Setting Up the Sluice Box: Once you have located a promising area of gold bearing gravel, walk along the stream bank and search for a good place to set up the sluice box. Ideally find a spot where the current is moving swiftly and carrying decent volumes of water. Once you find the spot, set your sluice box directly in the current so that the box is filled with water almost to the top of the trough. To test the current’s ability to carry gravel through the sluice, scoop up a handful of gravel from the creek bed and drop it into the upper end of the trough. If the current washes the lighter gravel down the trough within a matter of seconds, you have found a good location. Brace your sluice box so it doesn’t rock, by the time a couple of shovels of gravel are placed in your sluice should be secure.

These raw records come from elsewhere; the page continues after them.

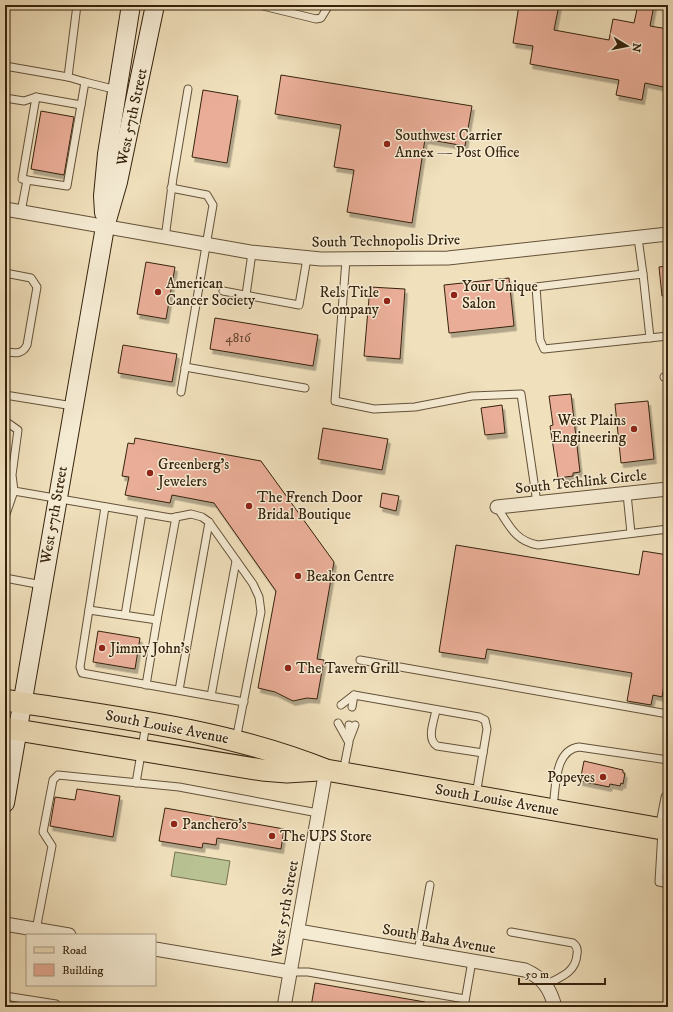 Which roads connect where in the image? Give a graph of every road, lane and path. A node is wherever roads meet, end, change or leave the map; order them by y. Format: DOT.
graph roads {
  1 [pos="77,5"];
  2 [pos="131,5"];
  3 [pos="155,5"];
  4 [pos="259,5"];
  5 [pos="329,5"];
  6 [pos="5,66"];
  7 [pos="68,77"];
  8 [pos="85,82"];
  9 [pos="188,89"];
  10 [pos="117,90"];
  11 [pos="36,97"];
  12 [pos="5,98"];
  13 [pos="81,105"];
  14 [pos="29,137"];
  15 [pos="37,138"];
  16 [pos="26,180"];
  17 [pos="172,188"];
  18 [pos="5,209"];
  19 [pos="21,212"];
  20 [pos="105,227"];
  21 [pos="668,234"];
  22 [pos="165,238"];
  23 [pos="638,238"];
  24 [pos="206,245"];
  25 [pos="252,253"];
  26 [pos="307,258"];
  27 [pos="346,260"];
  28 [pos="5,273"];
  29 [pos="644,274"];
  30 [pos="223,291"];
  31 [pos="246,295"];
  32 [pos="668,336"];
  33 [pos="650,338"];
  34 [pos="5,352"];
  35 [pos="185,367"];
  36 [pos="305,388"];
  37 [pos="181,392"];
  38 [pos="5,395"];
  39 [pos="73,406"];
  40 [pos="5,422"];
  41 [pos="668,489"];
  42 [pos="10,493"];
  43 [pos="627,494"];
  44 [pos="57,499"];
  45 [pos="537,503"];
  46 [pos="105,507"];
  47 [pos="497,507"];
  48 [pos="142,513"];
  49 [pos="5,517"];
  50 [pos="176,517"];
  51 [pos="209,522"];
  52 [pos="668,529"];
  53 [pos="631,533"];
  54 [pos="236,561"];
  55 [pos="5,578"];
  56 [pos="42,585"];
  57 [pos="89,610"];
  58 [pos="125,615"];
  59 [pos="157,620"];
  60 [pos="360,660"];
  61 [pos="146,685"];
  62 [pos="179,690"];
  63 [pos="354,695"];
  64 [pos="211,696"];
  65 [pos="13,701"];
  66 [pos="244,702"];
  67 [pos="436,710"];
  68 [pos="668,714"];
  69 [pos="147,722"];
  70 [pos="11,729"];
  71 [pos="236,741"];
  72 [pos="349,742"];
  73 [pos="142,751"];
  74 [pos="483,753"];
  75 [pos="668,760"];
  76 [pos="334,771"];
  77 [pos="136,783"];
  78 [pos="475,796"];
  79 [pos="668,798"];
  80 [pos="5,803"];
  81 [pos="553,810"];
  82 [pos="318,813"];
  83 [pos="665,830"];
  84 [pos="668,884"];
  85 [pos="430,885"];
  86 [pos="5,924"];
  87 [pos="36,930"];
  88 [pos="298,931"];
  89 [pos="511,932"];
  90 [pos="62,934"];
  91 [pos="156,949"];
  92 [pos="418,952"];
  93 [pos="472,961"];
  94 [pos="290,972"];
  95 [pos="547,984"];
  96 [pos="5,996"];
  97 [pos="465,999"];
  98 [pos="56,1004"];
  99 [pos="284,1007"];
  100 [pos="464,1007"];
  101 [pos="555,1007"];
  1 -- 7 [label="lane"];
  2 -- 10 [label="main road, West 57th Street"];
  3 -- 20 [label="main road, West 57th Street"];
  4 -- 5 [label="lane"];
  6 -- 7 [label="lane"];
  7 -- 8 [label="lane"];
  8 -- 10 [label="lane"];
  8 -- 13 [label="lane"];
  9 -- 17 [label="lane"];
  10 -- 20 [label="main road, West 57th Street"];
  11 -- 12 [label="lane"];
  11 -- 13 [label="lane"];
  11 -- 14 [label="lane"];
  13 -- 16 [label="lane"];
  14 -- 15 [label="lane"];
  14 -- 16 [label="lane"];
  16 -- 19 [label="lane"];
  17 -- 22 [label="lane"];
  17 -- 24 [label="lane"];
  18 -- 19 [label="street, South Technopolis Drive"];
  19 -- 20 [label="street, South Technopolis Drive"];
  20 -- 22 [label="street, South Technopolis Drive"];
  20 -- 39 [label="main road, West 57th Street"];
  21 -- 23 [label="street, South Technopolis Drive"];
  22 -- 24 [label="street, South Technopolis Drive"];
  23 -- 27 [label="street, South Technopolis Drive"];
  23 -- 29 [label="lane"];
  24 -- 25 [label="street, South Technopolis Drive"];
  24 -- 35 [label="lane"];
  25 -- 26 [label="street, South Technopolis Drive"];
  25 -- 31 [label="lane"];
  26 -- 27 [label="street, South Technopolis Drive"];
  26 -- 31 [label="lane"];
  27 -- 45 [label="lane"];
  28 -- 34 [label="lane"];
  29 -- 33 [label="lane"];
  29 -- 33 [label="lane"];
  30 -- 31 [label="lane"];
  32 -- 33 [label="lane"];
  35 -- 36 [label="lane"];
  35 -- 37 [label="lane"];
  38 -- 39 [label="lane"];
  39 -- 44 [label="main road, West 57th Street"];
  40 -- 42 [label="lane"];
  41 -- 43 [label="street, South Techlink Circle"];
  42 -- 44 [label="lane"];
  42 -- 49 [label="lane"];
  43 -- 45 [label="street, South Techlink Circle"];
  43 -- 53 [label="lane"];
  44 -- 46 [label="lane"];
  44 -- 56 [label="main road, West 57th Street"];
  45 -- 47 [label="street, South Techlink Circle"];
  46 -- 48 [label="lane"];
  46 -- 57 [label="lane"];
  47 -- 53 [label="lane"];
  48 -- 50 [label="lane"];
  48 -- 58 [label="lane"];
  50 -- 51 [label="lane"];
  50 -- 59 [label="lane"];
  51 -- 54 [label="lane"];
  51 -- 62 [label="lane"];
  52 -- 53 [label="lane"];
  54 -- 64 [label="lane"];
  54 -- 66 [label="lane"];
  55 -- 56 [label="lane"];
  56 -- 65 [label="main road, West 57th Street"];
  57 -- 58 [label="lane"];
  57 -- 61 [label="lane"];
  58 -- 59 [label="lane"];
  59 -- 61 [label="lane"];
  60 -- 68 [label="lane"];
  61 -- 62 [label="lane"];
  62 -- 64 [label="lane"];
  63 -- 63 [label="lane"];
  63 -- 67 [label="lane"];
  64 -- 66 [label="lane"];
  65 -- 69 [label="main road, South Louise Avenue"];
  65 -- 70 [label="main road, West 57th Street"];
  66 -- 71 [label="lane"];
  67 -- 74 [label="lane"];
  67 -- 74 [label="lane"];
  69 -- 71 [label="main road, South Louise Avenue"];
  69 -- 73 [label="lane"];
  70 -- 73 [label="main road, South Louise Avenue"];
  70 -- 80 [label="main road, West 57th Street"];
  71 -- 76 [label="main road, South Louise Avenue"];
  72 -- 72 [label="lane"];
  72 -- 76 [label="lane"];
  73 -- 76 [label="main road, South Louise Avenue"];
  73 -- 77 [label="lane"];
  74 -- 78 [label="lane"];
  75 -- 81 [label="lane"];
  76 -- 78 [label="main road, South Louise Avenue"];
  76 -- 82 [label="street, West 55th Street"];
  77 -- 82 [label="lane"];
  77 -- 87 [label="lane"];
  78 -- 81 [label="main road, South Louise Avenue"];
  79 -- 83 [label="street"];
  81 -- 83 [label="main road, South Louise Avenue"];
  82 -- 88 [label="street, West 55th Street"];
  83 -- 84 [label="lane"];
  85 -- 92 [label="lane"];
  86 -- 87 [label="street"];
  87 -- 90 [label="street"];
  88 -- 92 [label="street, South Baha Avenue"];
  88 -- 94 [label="street, West 55th Street"];
  89 -- 95 [label="lane"];
  91 -- 94 [label="street"];
  92 -- 93 [label="street, South Baha Avenue"];
  93 -- 95 [label="street, South Baha Avenue"];
  93 -- 97 [label="lane"];
  94 -- 97 [label="lane"];
  94 -- 99 [label="street, West 55th Street"];
  95 -- 101 [label="street"];
  96 -- 98 [label="lane"];
  97 -- 100 [label="lane"];
}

Getting Started: Now you will want to “feed” your gold-bearing gravel into the upper portion of the sluice box in carefully measured amounts. Don’t, under any circumstances, dump a large amount of gravel into the sluice box all at one time. This will allow gold bearing gravel to fall out of the sides of the sluice box. The gravel must be fed at a pace that will not overload the riffles. If the riffles are overloaded you cannot see the top most “crest” of each riffle bar at all times, then you are feeding the gravel too fast. If this is happening reduce the amount of gold bearing ore you are feeding into the sluice. The use of a quarter to half inch classifier screen to prescreen material before dumping into the sluice box can save much time and effort. The cost for overloading a sluice box riffles is the loss of gold. Each time a new load of gravel is dumped into a sluice box with overloaded riffles, any gold in that gravel will wash right over the material that is clogging your riffles and out the discharge end of the box, and down the stream. So mind the sluice box.

Tending the sluice: Each time you dump a load of gravel into the sluice box check the riffle section for large waste rocks which may be too big to wash down and are hanging up. Remove these with your fingers immediately because these large rocks are affecting the flow of water through the sluice box. If a rock is lodged in the uppermost portion of the trough the washed out concentrate will merely settle in the next few riffles down. But if the wash out occurs at the lower end of the trough the concentrate may flow out of the sluice box altogether. One more thing, don’t forget to shovel away the tailings which will periodically build up at the discharge end of the sluice box. If you don’t the tailings will back up into the lower end of the sluice trough, burying some of your riffles.

Cleanup: Once the riffles have accumulated black sand in amounts extending more than halfway toward the next lower bar it is time to perform the “cleanup”. Using care, lift the sluice box from the current, keeping it as level as possible. Take it over to the bank and set it down on as level a spot. Gold has a tendency to work its way beneath the matting which often lies at the bottom of the trough. You may be surprised at the amount of “color” that can accumulate there. Check to see if there is any fine silt clinging to the bottom, rinse all of it into your concentrate bucket. Take out the riffle section of the sluice, exercising care not to disturb the gravel adhering to it. Roll up the matting which lines the bottom of the sluice box trough and thoroughly rinse off all the concentrate. This should be done with the matting safely contained in a large bucket or tub, so you don’t lose any of the concentrate. Rinse the riffle bars and the trough itself into the bucket, a lot of gold will work it’s way under the matting and may accumulate there.

Panning the Concentrate: At this point you will have a bucket of heavy black sand and gold. To get the gold out at this point you will want to use a small gold pan and work the fines down to the native gold. This is normally the most exciting part of the operation and can be done at night or even when you are back at home after your trip.